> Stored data
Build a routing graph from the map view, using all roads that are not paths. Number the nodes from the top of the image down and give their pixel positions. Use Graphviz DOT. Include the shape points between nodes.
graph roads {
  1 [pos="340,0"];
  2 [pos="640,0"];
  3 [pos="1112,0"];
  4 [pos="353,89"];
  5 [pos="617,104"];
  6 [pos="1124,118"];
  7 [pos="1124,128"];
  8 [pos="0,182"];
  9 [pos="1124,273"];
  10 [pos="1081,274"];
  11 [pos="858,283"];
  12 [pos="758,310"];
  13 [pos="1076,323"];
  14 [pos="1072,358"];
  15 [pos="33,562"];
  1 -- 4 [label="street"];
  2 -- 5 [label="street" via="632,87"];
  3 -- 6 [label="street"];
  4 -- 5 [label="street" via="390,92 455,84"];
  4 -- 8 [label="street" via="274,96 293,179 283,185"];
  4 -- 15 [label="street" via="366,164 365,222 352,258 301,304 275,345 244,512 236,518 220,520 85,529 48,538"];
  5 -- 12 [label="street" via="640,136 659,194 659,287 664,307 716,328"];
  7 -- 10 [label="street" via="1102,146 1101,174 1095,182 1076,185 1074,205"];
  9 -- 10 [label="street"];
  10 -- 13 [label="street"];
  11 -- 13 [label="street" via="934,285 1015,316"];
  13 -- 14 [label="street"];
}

> PROBLEM
Retype the records in full. Keep every line identical to the original.

> RESULT FOR THIS EXERCISE
Build a routing graph from the map view, using all roads that are not paths. Number the nodes from the top of the image down and give their pixel positions. Use Graphviz DOT. Include the shape points between nodes.
graph roads {
  1 [pos="340,0"];
  2 [pos="640,0"];
  3 [pos="1112,0"];
  4 [pos="353,89"];
  5 [pos="617,104"];
  6 [pos="1124,118"];
  7 [pos="1124,128"];
  8 [pos="0,182"];
  9 [pos="1124,273"];
  10 [pos="1081,274"];
  11 [pos="858,283"];
  12 [pos="758,310"];
  13 [pos="1076,323"];
  14 [pos="1072,358"];
  15 [pos="33,562"];
  1 -- 4 [label="street"];
  2 -- 5 [label="street" via="632,87"];
  3 -- 6 [label="street"];
  4 -- 5 [label="street" via="390,92 455,84"];
  4 -- 8 [label="street" via="274,96 293,179 283,185"];
  4 -- 15 [label="street" via="366,164 365,222 352,258 301,304 275,345 244,512 236,518 220,520 85,529 48,538"];
  5 -- 12 [label="street" via="640,136 659,194 659,287 664,307 716,328"];
  7 -- 10 [label="street" via="1102,146 1101,174 1095,182 1076,185 1074,205"];
  9 -- 10 [label="street"];
  10 -- 13 [label="street"];
  11 -- 13 [label="street" via="934,285 1015,316"];
  13 -- 14 [label="street"];
}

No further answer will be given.